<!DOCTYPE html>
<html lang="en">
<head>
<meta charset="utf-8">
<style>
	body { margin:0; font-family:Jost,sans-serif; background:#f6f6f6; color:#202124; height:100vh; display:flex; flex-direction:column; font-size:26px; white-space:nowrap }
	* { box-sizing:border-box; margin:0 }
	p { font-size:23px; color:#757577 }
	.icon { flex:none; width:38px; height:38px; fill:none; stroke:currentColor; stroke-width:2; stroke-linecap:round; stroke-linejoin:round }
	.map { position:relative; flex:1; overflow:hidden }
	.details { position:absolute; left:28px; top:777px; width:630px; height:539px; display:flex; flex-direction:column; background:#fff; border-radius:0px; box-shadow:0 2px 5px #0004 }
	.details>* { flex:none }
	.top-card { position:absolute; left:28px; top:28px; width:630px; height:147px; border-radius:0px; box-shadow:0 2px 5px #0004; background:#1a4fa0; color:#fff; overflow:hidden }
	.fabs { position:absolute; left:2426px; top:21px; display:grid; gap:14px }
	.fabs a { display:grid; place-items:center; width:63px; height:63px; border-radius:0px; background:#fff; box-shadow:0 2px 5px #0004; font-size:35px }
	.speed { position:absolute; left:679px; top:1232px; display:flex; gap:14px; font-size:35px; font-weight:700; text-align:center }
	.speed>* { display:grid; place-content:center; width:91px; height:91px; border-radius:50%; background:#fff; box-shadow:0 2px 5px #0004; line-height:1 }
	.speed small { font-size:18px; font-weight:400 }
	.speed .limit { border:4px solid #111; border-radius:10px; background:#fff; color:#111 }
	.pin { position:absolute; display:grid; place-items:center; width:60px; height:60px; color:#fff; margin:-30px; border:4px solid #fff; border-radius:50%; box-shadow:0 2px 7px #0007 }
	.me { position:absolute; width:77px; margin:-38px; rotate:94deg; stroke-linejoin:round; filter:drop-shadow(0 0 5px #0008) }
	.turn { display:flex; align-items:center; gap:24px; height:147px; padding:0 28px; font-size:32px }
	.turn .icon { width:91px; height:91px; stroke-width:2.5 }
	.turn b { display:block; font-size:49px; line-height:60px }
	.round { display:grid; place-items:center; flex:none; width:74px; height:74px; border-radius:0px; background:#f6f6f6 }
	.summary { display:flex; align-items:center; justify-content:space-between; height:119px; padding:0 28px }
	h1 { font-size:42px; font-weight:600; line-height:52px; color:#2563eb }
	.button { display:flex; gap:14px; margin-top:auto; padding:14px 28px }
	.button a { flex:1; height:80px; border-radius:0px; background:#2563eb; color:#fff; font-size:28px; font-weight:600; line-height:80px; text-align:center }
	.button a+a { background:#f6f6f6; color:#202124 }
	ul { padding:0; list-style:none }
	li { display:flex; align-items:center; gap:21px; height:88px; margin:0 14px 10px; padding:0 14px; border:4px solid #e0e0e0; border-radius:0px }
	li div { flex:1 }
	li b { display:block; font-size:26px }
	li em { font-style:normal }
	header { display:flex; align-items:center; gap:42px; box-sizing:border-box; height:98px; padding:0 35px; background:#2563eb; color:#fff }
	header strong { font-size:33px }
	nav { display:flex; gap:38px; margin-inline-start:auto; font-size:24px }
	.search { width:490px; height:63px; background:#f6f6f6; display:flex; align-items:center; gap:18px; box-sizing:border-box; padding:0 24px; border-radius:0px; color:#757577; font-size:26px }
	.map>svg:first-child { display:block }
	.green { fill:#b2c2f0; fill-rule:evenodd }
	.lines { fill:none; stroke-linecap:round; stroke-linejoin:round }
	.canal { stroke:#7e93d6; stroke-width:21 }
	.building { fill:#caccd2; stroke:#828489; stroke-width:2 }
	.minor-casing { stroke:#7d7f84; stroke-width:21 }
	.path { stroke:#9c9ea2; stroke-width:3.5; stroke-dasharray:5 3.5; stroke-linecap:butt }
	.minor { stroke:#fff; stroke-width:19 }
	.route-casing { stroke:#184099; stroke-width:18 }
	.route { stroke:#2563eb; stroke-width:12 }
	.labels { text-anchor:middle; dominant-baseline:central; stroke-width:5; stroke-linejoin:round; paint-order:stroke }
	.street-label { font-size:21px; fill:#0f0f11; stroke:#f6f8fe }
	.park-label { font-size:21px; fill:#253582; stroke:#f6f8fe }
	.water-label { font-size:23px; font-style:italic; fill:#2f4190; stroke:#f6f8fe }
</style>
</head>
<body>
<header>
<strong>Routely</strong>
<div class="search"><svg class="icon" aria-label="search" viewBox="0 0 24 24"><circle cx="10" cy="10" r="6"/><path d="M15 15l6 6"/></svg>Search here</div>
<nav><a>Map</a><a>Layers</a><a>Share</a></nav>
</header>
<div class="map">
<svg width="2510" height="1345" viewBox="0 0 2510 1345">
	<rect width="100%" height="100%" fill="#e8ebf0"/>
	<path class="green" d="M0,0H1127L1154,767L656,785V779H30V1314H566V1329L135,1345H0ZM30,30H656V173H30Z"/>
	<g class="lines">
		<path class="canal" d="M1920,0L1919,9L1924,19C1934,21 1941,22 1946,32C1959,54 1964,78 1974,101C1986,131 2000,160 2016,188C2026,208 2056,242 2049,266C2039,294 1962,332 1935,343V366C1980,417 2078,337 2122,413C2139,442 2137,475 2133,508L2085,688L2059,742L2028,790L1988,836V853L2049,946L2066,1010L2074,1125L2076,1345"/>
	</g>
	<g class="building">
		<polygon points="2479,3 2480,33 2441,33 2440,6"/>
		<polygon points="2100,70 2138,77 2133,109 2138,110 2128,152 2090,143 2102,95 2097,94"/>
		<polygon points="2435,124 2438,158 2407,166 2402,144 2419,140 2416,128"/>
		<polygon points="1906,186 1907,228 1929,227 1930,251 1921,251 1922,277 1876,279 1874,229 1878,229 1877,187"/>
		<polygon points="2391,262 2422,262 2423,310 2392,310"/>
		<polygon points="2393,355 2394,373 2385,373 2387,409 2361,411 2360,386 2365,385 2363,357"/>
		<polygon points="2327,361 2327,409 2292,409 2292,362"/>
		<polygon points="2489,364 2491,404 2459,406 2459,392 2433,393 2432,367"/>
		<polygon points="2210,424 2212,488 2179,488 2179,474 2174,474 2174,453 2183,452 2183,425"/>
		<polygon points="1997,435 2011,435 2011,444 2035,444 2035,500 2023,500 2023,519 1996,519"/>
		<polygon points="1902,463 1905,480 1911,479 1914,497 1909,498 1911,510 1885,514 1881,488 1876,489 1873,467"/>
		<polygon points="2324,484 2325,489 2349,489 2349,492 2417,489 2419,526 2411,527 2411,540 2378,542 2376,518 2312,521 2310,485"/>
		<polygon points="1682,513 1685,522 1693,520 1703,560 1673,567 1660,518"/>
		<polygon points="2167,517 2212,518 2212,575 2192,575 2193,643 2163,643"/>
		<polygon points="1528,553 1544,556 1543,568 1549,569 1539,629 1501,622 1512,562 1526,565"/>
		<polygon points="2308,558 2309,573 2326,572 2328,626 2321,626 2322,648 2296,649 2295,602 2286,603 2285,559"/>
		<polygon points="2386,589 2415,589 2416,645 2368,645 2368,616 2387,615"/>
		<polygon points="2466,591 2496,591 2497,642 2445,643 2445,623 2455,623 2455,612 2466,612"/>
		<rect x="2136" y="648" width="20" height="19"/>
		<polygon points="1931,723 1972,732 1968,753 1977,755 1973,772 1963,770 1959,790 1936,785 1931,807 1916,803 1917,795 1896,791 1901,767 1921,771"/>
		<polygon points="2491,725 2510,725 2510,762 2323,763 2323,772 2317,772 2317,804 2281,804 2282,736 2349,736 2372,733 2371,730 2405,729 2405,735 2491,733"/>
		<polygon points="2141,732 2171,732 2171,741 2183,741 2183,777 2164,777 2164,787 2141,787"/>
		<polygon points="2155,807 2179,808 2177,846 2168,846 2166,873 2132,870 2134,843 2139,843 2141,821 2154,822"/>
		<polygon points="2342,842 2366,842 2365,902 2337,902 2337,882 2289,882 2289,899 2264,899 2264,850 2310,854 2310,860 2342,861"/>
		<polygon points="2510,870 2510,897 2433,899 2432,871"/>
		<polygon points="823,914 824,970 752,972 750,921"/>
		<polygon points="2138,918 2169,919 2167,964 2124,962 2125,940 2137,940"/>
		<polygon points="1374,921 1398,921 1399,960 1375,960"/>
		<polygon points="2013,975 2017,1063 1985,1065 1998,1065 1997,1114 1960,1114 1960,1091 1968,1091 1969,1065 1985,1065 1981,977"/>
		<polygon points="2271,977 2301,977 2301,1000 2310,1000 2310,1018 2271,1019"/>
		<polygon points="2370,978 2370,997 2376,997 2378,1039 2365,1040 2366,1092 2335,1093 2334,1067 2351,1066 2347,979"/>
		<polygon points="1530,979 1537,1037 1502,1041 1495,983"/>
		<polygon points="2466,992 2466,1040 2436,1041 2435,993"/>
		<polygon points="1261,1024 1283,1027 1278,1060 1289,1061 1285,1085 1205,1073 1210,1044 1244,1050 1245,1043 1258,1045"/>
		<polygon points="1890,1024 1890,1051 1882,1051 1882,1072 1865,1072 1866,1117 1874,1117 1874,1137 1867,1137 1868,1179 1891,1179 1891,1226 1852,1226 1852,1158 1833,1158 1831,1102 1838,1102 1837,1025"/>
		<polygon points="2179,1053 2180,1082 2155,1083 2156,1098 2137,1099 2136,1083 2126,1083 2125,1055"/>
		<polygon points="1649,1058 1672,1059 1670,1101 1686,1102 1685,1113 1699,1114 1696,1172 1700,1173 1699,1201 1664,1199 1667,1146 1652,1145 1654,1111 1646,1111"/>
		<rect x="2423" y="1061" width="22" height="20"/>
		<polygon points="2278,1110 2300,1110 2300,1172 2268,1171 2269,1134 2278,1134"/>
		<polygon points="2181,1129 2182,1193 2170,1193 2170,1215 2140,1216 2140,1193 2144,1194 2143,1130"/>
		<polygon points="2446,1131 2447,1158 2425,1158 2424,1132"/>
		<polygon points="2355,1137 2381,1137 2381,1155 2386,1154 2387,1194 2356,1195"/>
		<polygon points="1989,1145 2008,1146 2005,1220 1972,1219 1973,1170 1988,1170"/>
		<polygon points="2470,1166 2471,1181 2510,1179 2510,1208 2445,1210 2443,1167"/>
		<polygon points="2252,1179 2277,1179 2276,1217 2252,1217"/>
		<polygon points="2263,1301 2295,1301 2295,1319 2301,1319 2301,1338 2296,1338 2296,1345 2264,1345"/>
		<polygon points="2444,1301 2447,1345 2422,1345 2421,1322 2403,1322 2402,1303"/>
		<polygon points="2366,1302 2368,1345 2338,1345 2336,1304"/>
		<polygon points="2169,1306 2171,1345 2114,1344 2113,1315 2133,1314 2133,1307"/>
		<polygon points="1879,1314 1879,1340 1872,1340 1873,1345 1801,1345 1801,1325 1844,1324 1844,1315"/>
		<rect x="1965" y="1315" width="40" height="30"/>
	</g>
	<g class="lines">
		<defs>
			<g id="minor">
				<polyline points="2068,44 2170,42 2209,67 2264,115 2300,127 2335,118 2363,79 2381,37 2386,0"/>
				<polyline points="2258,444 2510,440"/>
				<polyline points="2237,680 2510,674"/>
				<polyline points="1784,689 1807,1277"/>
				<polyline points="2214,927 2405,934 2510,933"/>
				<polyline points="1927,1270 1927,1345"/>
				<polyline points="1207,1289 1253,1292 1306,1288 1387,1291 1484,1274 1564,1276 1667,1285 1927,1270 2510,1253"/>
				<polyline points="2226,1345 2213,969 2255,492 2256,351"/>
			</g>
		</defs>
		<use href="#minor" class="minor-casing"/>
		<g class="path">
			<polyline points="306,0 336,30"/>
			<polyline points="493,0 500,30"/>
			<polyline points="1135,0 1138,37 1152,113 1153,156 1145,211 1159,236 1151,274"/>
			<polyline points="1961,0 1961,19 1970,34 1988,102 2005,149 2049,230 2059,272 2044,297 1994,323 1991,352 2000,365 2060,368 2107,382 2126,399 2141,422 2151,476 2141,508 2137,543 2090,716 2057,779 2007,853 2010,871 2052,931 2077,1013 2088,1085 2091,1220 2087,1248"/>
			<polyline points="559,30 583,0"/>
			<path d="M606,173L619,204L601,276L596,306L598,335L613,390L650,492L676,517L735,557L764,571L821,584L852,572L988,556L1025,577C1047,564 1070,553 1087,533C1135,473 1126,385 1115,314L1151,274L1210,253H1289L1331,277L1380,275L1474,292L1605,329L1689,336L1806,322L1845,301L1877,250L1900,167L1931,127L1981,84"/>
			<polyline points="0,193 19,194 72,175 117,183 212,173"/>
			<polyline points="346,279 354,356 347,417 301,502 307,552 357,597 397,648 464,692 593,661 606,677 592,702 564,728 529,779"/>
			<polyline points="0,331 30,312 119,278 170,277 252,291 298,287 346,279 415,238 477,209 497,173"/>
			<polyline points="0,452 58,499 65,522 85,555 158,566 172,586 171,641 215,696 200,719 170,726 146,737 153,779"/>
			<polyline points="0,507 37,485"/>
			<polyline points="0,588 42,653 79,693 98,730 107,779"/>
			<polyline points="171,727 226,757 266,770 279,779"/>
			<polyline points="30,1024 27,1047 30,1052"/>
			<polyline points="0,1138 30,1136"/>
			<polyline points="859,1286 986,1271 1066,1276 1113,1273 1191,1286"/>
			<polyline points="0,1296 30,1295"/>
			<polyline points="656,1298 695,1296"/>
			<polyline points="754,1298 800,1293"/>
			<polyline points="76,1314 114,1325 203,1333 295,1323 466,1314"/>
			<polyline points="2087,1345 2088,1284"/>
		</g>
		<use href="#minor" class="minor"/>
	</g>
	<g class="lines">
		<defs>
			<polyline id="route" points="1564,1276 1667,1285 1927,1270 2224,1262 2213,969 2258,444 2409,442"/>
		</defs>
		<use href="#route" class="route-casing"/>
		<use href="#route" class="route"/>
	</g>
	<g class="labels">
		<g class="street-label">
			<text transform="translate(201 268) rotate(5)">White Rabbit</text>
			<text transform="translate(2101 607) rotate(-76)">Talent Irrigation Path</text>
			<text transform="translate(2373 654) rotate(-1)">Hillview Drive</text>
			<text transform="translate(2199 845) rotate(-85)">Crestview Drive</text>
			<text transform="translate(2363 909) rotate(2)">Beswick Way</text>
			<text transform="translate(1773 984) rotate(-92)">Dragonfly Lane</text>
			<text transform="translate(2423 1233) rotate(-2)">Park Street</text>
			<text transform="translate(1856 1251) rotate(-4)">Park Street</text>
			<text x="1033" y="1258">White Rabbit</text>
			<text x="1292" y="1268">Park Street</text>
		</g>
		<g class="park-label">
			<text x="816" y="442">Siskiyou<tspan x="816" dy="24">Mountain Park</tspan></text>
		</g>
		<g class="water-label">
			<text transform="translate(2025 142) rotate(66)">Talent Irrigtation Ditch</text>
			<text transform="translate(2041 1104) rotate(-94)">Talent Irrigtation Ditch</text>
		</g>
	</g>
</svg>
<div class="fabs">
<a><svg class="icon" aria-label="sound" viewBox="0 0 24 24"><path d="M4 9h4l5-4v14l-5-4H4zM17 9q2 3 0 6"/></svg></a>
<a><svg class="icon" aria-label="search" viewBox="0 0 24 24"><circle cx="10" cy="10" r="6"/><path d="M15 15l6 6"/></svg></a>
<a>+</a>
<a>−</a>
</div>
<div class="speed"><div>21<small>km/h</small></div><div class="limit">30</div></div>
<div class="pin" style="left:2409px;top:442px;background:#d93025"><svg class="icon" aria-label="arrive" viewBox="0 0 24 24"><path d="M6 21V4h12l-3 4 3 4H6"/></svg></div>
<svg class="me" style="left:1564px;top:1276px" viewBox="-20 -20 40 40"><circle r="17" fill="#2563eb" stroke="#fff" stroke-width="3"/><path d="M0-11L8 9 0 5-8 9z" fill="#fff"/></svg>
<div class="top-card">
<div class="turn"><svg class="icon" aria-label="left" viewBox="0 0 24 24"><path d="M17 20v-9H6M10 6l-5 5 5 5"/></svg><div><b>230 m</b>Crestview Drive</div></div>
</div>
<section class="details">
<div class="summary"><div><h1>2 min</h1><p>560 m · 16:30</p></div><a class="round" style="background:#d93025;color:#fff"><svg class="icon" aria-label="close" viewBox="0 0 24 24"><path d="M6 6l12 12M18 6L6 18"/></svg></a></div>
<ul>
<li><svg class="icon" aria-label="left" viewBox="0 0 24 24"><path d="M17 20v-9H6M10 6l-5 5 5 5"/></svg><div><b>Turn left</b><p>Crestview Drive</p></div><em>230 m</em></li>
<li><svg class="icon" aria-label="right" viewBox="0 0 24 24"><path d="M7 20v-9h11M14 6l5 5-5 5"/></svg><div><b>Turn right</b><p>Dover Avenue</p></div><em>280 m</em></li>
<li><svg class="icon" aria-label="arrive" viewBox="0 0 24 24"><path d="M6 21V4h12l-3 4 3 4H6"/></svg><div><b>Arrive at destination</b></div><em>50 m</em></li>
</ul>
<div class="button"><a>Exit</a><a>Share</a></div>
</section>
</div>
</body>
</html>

========

### [What is required]
Check each line of the entries, and copy the ones that contain "fabs".

### [Solved problem]
	.fabs { position:absolute; left:2426px; top:21px; display:grid; gap:14px }
	.fabs a { display:grid; place-items:center; width:63px; height:63px; border-radius:0px; background:#fff; box-shadow:0 2px 5px #0004; font-size:35px }
<div class="fabs">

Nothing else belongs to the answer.